Forget quad-core or even octo-core processors. The Automata processor is a scalable, two-dimensional fabric comprised of thousands or even millions of application-specific compute machines, called Automata, which operate in parallel to perform a targeted task or operation. So instead of four or eight cores brought to bear on a processing task, you have thousands, and all of them can be programmed for a specific task.
The AP design, then, is not for a whole new CPU socket, although there is a prototype that is built on a PCI Express card. Micron put eight processors on a memory module that fits in a DIMM socket, so you have a module that can perform processing offload for the CPU. The Automata processor sits on the memory doing the processing; the CPU has very little involvement.
“Many people ask ‘Why Micron?’” said Paul Dlugosch, Director of Automata Processing development at Micron. “This is the first example of a processing device that at its core is based on memory technology or memory architecture. The way to explain that is not how cache memory can support a CPU, but how we are using memory in a fundamentally new way. With the Automata Processor, we don’t use memory as a traditional read/write storage device. Rather, memory is used as the basis of a processing engine that analyzes information as it streams across the chip.”
“The sequential instruction processing nature of conventional CPU/GPU architectures is not well aligned to the class of problems addressed by the AP,” said Dlugosch. “The fundamental problem is that of fine-grain parallelism. You have to understand the application requirements across a variety of domains. Any scalar conventional processor based on sequential instruction architecture is really where we saw the problem.”
A traditional CPU has an execution pipeline that decodes instructions, executes them, then unloads registers after execution is completed. The CPU performs operations based on the instruction as they are being processed. The AP doesn’t have a fixed execution pipeline. Instead, its 2D fabric of tiny processor elements answers thousands or even millions of different questions about data at the same time for massive parallelism.
In addition to handling parallelism, the traditional method of rule sets is limiting. Dlugosch said that if you are looking for one feature in a data set (say a specific protein sequence or maybe a cyber security threat) you have a relatively easy problem; conventional CPUs are quite adept at addressing that issue. A single pattern is not a highly parallel problem. But if you have to process a data stream and evaluate it for tens, hundreds, or thousands of different features, that becomes a highly parallel problem for which conventional processing architectures are not well suited
“The more features you look for, the more memory is consumed. You can quickly exceed practical memory limitations, or you get such a large data structure [that] you get memory access problems,” said Dlugosch.
Examples include analyzing data coming across the wire for a multitude of malware attacks, or scanning tweets based for certain features that help develop predictions about social trends or social unrest. These scenarios require multiple rules and they can get away from you fast.
The Automata chip is more like an FPGA than a CPU in that it is reconfigurable. And because of this, it can take on the exact configuration that is best suited to solve the problem at hand. “With the Automata Processor, you don’t write a program of instructions. You configure it by compiling a program; and from that point forward it is an autonomous machine,” said Dlugosch.

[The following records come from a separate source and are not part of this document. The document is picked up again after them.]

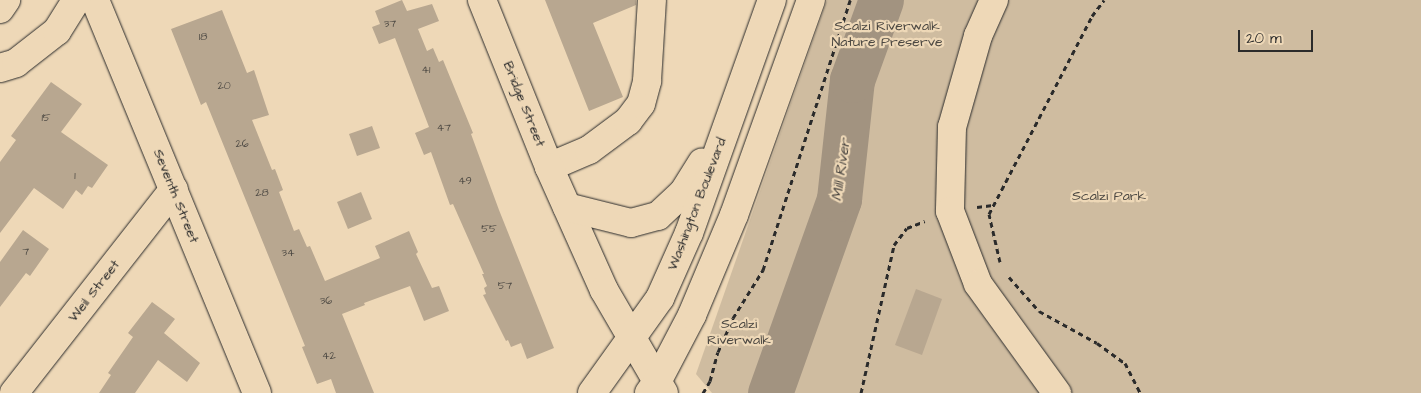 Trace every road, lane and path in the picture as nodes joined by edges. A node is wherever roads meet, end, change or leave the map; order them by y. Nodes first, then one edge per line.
1 (6, 0) edge
2 (57, 0) edge
3 (76, 0) edge
4 (95, 0) edge
5 (482, 0) edge
6 (652, 0) edge
7 (772, 0) edge
8 (811, 0) edge
9 (850, 0) edge
10 (994, 0) edge
11 (1104, 0) edge
12 (0, 8) edge
13 (36, 46) junction
14 (0, 68) edge
15 (727, 123) junction
16 (549, 167) junction
17 (174, 189) junction
18 (994, 205) junction
19 (567, 207) junction
20 (950, 210) junction
21 (1001, 270) dead end
22 (1008, 276) dead end
23 (632, 339) junction
24 (656, 389) edge
25 (14, 393) edge
26 (257, 393) edge
27 (592, 393) edge
28 (703, 393) edge
29 (861, 393) edge
30 (1057, 393) edge
31 (1140, 393) edge

1 - 12 main road
2 - 13 main road
3 - 13 main road
4 - 17 main road, Seventh Street
5 - 16 main road, Bridge Street
6 - 16 main road
7 - 15 main road, Washington Boulevard
8 - 24 main road
9 - 28 path
10 - 20 main road
11 - 18 path
13 - 14 main road
15 - 19 main road
15 - 23 main road, Washington Boulevard
16 - 19 main road, Bridge Street
17 - 25 main road, Weil Street
17 - 26 main road, Seventh Street
18 - 20 path
18 - 21 path
19 - 23 main road, Bridge Street
20 - 29 path
20 - 30 main road
22 - 31 path
23 - 24 main road, Bridge Street
23 - 27 main road, Washington Boulevard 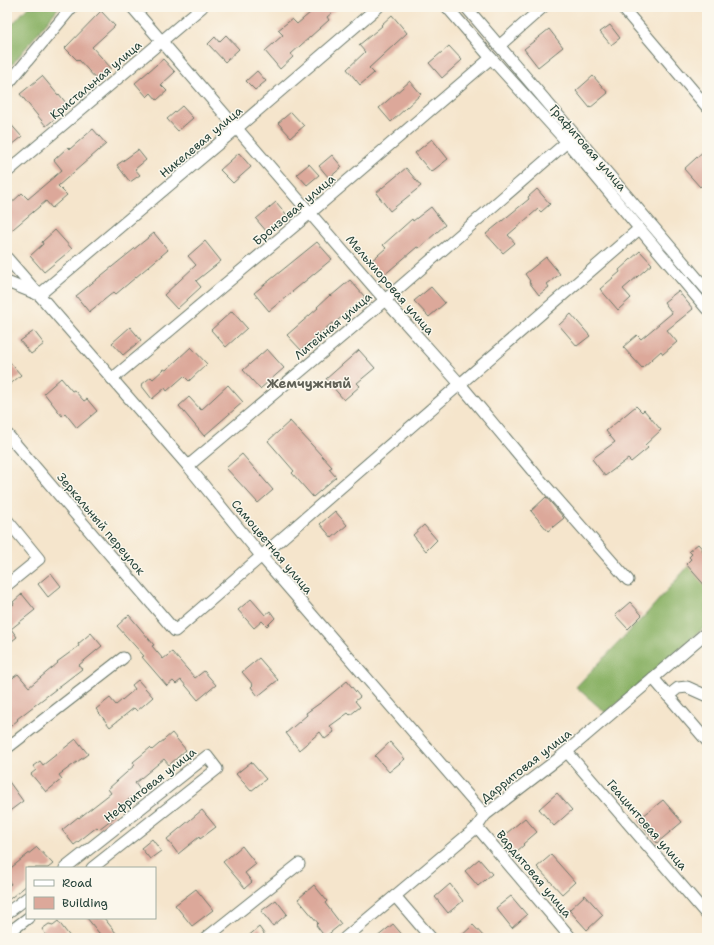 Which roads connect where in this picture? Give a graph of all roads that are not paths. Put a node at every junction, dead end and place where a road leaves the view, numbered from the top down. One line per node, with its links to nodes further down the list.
1 (72, 7): 12 (street)
2 (132, 7): 9 (street, Мельхиоровая улица)
3 (202, 7): 9 (street, Кристальная улица)
4 (378, 7): 14 (street, Никелевая улица)
5 (447, 7): 11 (street, Графитовая улица)
6 (466, 7): 10 (street)
7 (543, 7): 10 (street)
8 (622, 7): 13 (street)
9 (162, 42): 14 (street, Мельхиоровая улица); 16 (street, Кристальная улица)
10 (499, 46): 21 (street)
11 (491, 58): 15 (street, Графитовая улица); 17 (street, Бронзовая улица)
12 (7, 85)
13 (707, 107)
14 (237, 128): 17 (street, Мельхиоровая улица); 22 (street, Никелевая улица)
15 (567, 142): 18 (street, Графитовая улица); 23 (street, Литейная улица)
16 (7, 172)
17 (310, 213): 23 (street, Мельхиоровая улица); 25 (street, Бронзовая улица)
18 (639, 229): 24 (street, Графитовая улица); 26 (street)
19 (7, 258): 22 (street, Самоцветная улица)
20 (7, 282): 22 (street, Самоцветная улица)
21 (707, 290)
22 (39, 295): 25 (street, Самоцветная улица)
23 (385, 300): 26 (street, Мельхиоровая улица); 28 (street, Литейная улица)
24 (707, 309)
25 (112, 379): 28 (street, Самоцветная улица)
26 (460, 384): 30 (street); 31 (street, Мельхиоровая улица)
27 (7, 434): 30 (street, Зеркальный переулок)
28 (188, 466): 30 (street, Самоцветная улица)
29 (7, 520): 32 (street)
30 (262, 557): 41 (street, Самоцветная улица)
31 (628, 580)
32 (7, 585)
33 (707, 632): 35 (street, Дарритовая улица)
34 (123, 658): 39 (street)
35 (653, 678): 36 (street); 40 (street, Дарритовая улица)
36 (668, 696): 37 (street); 38 (street)
37 (707, 696)
38 (707, 741)
39 (7, 748)
40 (567, 752): 41 (street, Дарритовая улица); 49 (street, Геацинтовая улица)
41 (485, 815): 42 (street, Дарритовая улица)
42 (477, 827): 46 (street, Дарритовая улица); 55 (street, Вардитовая улица)
43 (299, 864): 52 (street)
44 (66, 867): 45 (street, Нефритовая улица)
45 (93, 867)
46 (395, 896): 53 (street, Дарритовая улица); 54 (street)
47 (26, 899): 48 (street)
48 (7, 914)
49 (707, 915)
50 (27, 919): 51 (street)
51 (7, 934)
52 (206, 938)
53 (345, 938)
54 (431, 938)
55 (571, 938) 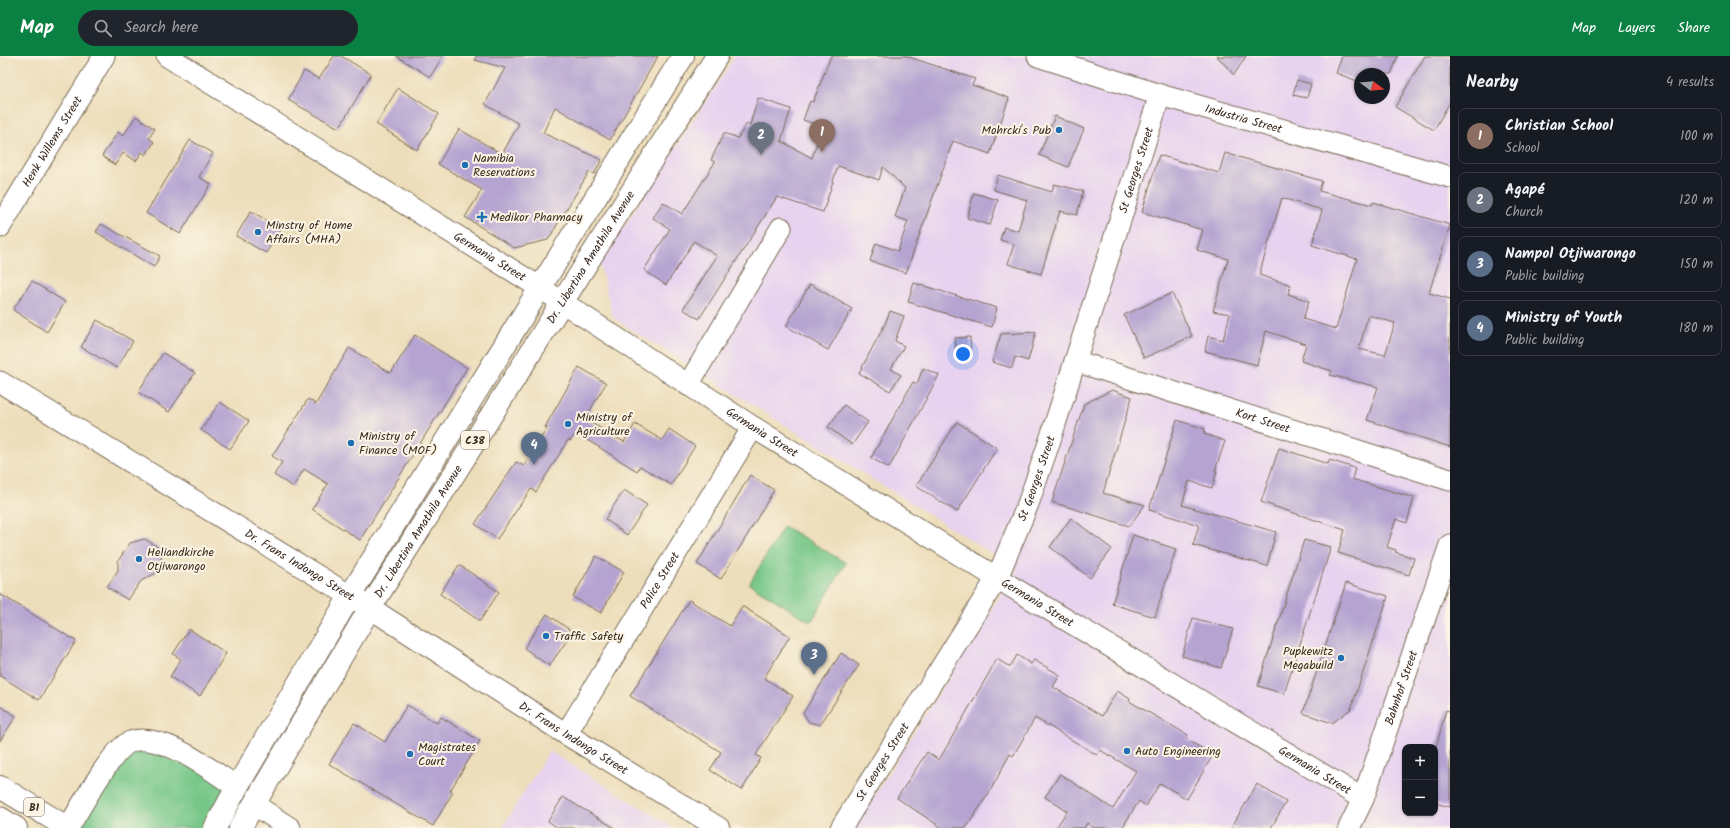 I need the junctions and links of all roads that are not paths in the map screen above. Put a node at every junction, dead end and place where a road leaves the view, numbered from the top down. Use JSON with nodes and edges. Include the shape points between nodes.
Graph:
{"nodes":[{"id":1,"x":104,"y":56,"type":"edge"},
{"id":2,"x":167,"y":56,"type":"edge"},
{"id":3,"x":683,"y":56,"type":"edge"},
{"id":4,"x":717,"y":56,"type":"edge"},
{"id":5,"x":1038,"y":56,"type":"edge"},
{"id":6,"x":1160,"y":95,"type":"junction"},
{"id":7,"x":1450,"y":177,"type":"edge"},
{"id":8,"x":0,"y":227,"type":"edge"},
{"id":9,"x":780,"y":228,"type":"dead end"},
{"id":10,"x":540,"y":287,"type":"junction"},
{"id":11,"x":561,"y":302,"type":"junction"},
{"id":12,"x":1075,"y":361,"type":"junction"},
{"id":13,"x":0,"y":382,"type":"edge"},
{"id":14,"x":688,"y":385,"type":"junction"},
{"id":15,"x":753,"y":427,"type":"junction"},
{"id":16,"x":1450,"y":480,"type":"edge"},
{"id":17,"x":1450,"y":545,"type":"edge"},
{"id":18,"x":997,"y":578,"type":"junction"},
{"id":19,"x":350,"y":596,"type":"junction"},
{"id":20,"x":370,"y":608,"type":"junction"},
{"id":21,"x":566,"y":734,"type":"junction"},
{"id":22,"x":237,"y":786,"type":"junction"},
{"id":23,"x":0,"y":787,"type":"edge"},
{"id":24,"x":1363,"y":799,"type":"junction"},
{"id":25,"x":255,"y":804,"type":"junction"},
{"id":26,"x":0,"y":818,"type":"edge"},
{"id":27,"x":16,"y":828,"type":"edge"},
{"id":28,"x":68,"y":828,"type":"edge"},
{"id":29,"x":215,"y":828,"type":"edge"},
{"id":30,"x":240,"y":828,"type":"edge"},
{"id":31,"x":290,"y":828,"type":"edge"},
{"id":32,"x":719,"y":828,"type":"edge"},
{"id":33,"x":841,"y":828,"type":"edge"},
{"id":34,"x":1349,"y":828,"type":"edge"}],
"edges":[{"from":1,"to":8,"type":"street","name":"Henk Willems Street"},
{"from":2,"to":10,"type":"street","name":"Germania Street"},
{"from":3,"to":10,"type":"main road","name":"Dr. Libertina Amathila Avenue","number":"C38"},
{"from":4,"to":11,"type":"main road","name":"Dr. Libertina Amathila Avenue","number":"C38"},
{"from":5,"to":6,"type":"street","name":"Industria Street"},
{"from":6,"to":7,"type":"street","name":"Industria Street"},
{"from":6,"to":12,"type":"street","name":"St Georges Street"},
{"from":9,"to":14,"type":"street"},
{"from":10,"to":11,"type":"street","name":"Germania Street"},
{"from":10,"to":19,"type":"main road","name":"Dr. Libertina Amathila Avenue","number":"C38"},
{"from":11,"to":14,"type":"street","name":"Germania Street"},
{"from":11,"to":20,"type":"main road","name":"Dr. Libertina Amathila Avenue","number":"C38"},
{"from":12,"to":16,"type":"street","name":"Kort Street"},
{"from":12,"to":18,"type":"street","name":"St Georges Street","via":[[1028,504]]},
{"from":13,"to":19,"type":"street","name":"Dr. Frans Indongo Street"},
{"from":14,"to":15,"type":"street","name":"Germania Street"},
{"from":15,"to":18,"type":"street","name":"Germania Street"},
{"from":15,"to":21,"type":"street","name":"Police Street"},
{"from":17,"to":24,"type":"street","name":"Bahnhof Street"},
{"from":18,"to":24,"type":"street","name":"Germania Street"},
{"from":18,"to":33,"type":"street","name":"St Georges Street"},
{"from":19,"to":20,"type":"street","name":"Dr. Frans Indongo Street"},
{"from":19,"to":22,"type":"main road","name":"Dr. Libertina Amathila Avenue","number":"C38"},
{"from":20,"to":21,"type":"street","name":"Dr. Frans Indongo Street"},
{"from":20,"to":25,"type":"main road","name":"Dr. Libertina Amathila Avenue","number":"C38"},
{"from":21,"to":32,"type":"street","name":"Dr. Frans Indongo Street"},
{"from":22,"to":28,"type":"street","via":[[168,744],[151,740],[130,742],[112,759]]},
{"from":22,"to":29,"type":"main road","name":"Dr. Libertina Amathila Avenue","number":"C38"},
{"from":23,"to":28,"type":"main road","number":"B1"},
{"from":24,"to":34,"type":"street","name":"Bahnhof Street"},
{"from":25,"to":30,"type":"main road","name":"Dr. Libertina Amathila Avenue","number":"C38"},
{"from":25,"to":31,"type":"street"},
{"from":26,"to":27,"type":"main road","number":"B1"}]} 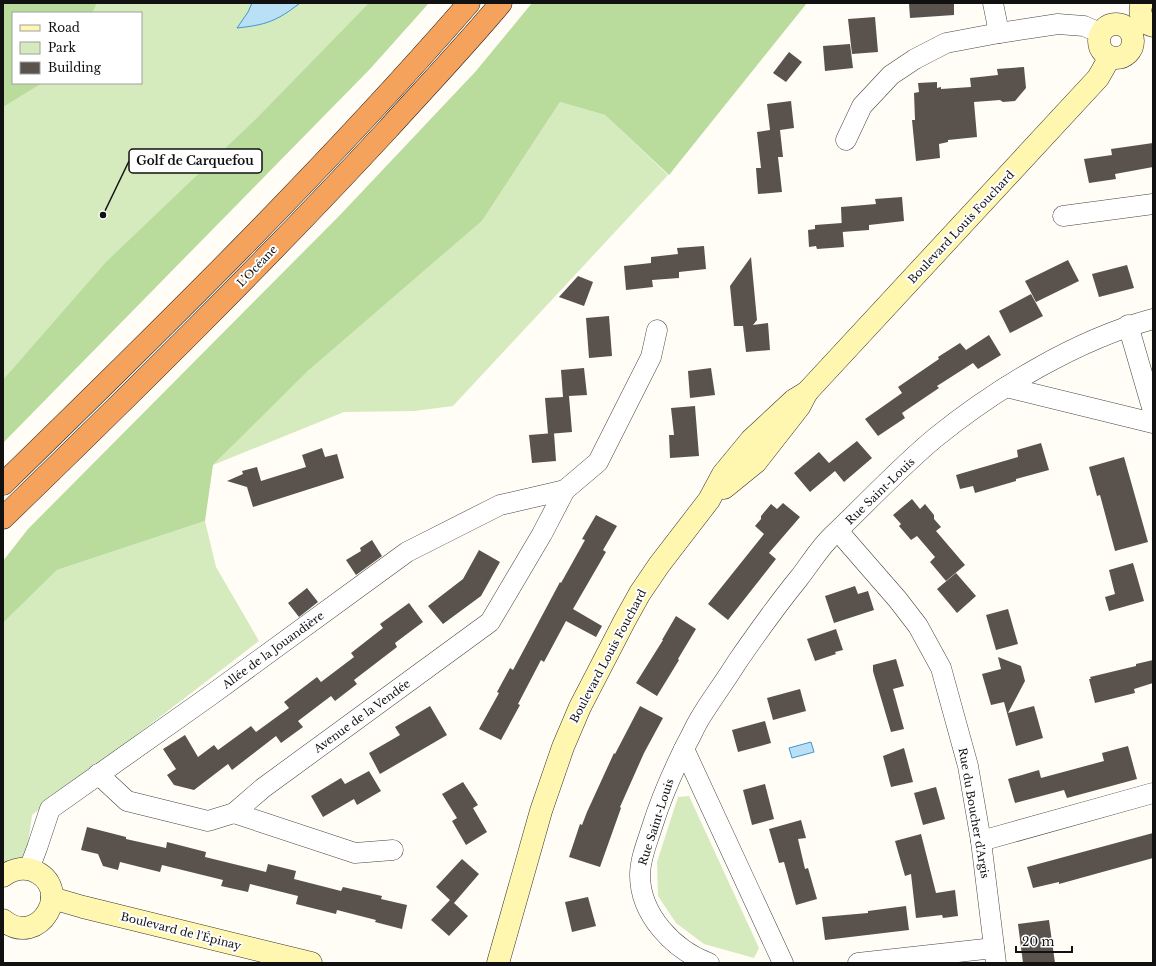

Plus, because the chip becomes what the user defines, it doesn’t need to be told what to do next. Automata is a self-operating machine that is driven only by the data it receives, not by instructions. The data flowing through the machine drives the operation. So the programmer configures it to examine all of the data coming in, and as soon as data comes into the machine, Automata sets about doing what it was instructed to do, such as pattern matching.
Micron has a full function SDK to accompany the AP. The SDK is designed to take a user-defined pattern rule set or analytic definitions, compile it, and configure the chip to implement the exact machine requirements to process or analyze the data.
The Automata processor can be configured with either a list of regular expressions in PCRE or a direct description of the automata in an XML-based high-level language the company created, called the Automata Network Markup Language (ANML). PCRE will be accepted natively and unmodified into the compiler and can configure the chip that way. But ANML exploits all the architecture’s features. It allows end users to perform graphical design such as schematic capture, or to design highly complex automatons that can perform highly-detailed data set analysis.
The AP uses a DDR3-like memory interface chosen to simplify the physical design-in process for system integrators. The AP will be made available as single components or as DIMM modules. A PCIe board that is populated with up to 48 AP’s will also be available to early-access application developers.
It’s coming soon, but you can’t get your hands on the AP quite yet. Micron is making silicon now but a revision is planned; so don’t expect hardware samples until the second half of 2014.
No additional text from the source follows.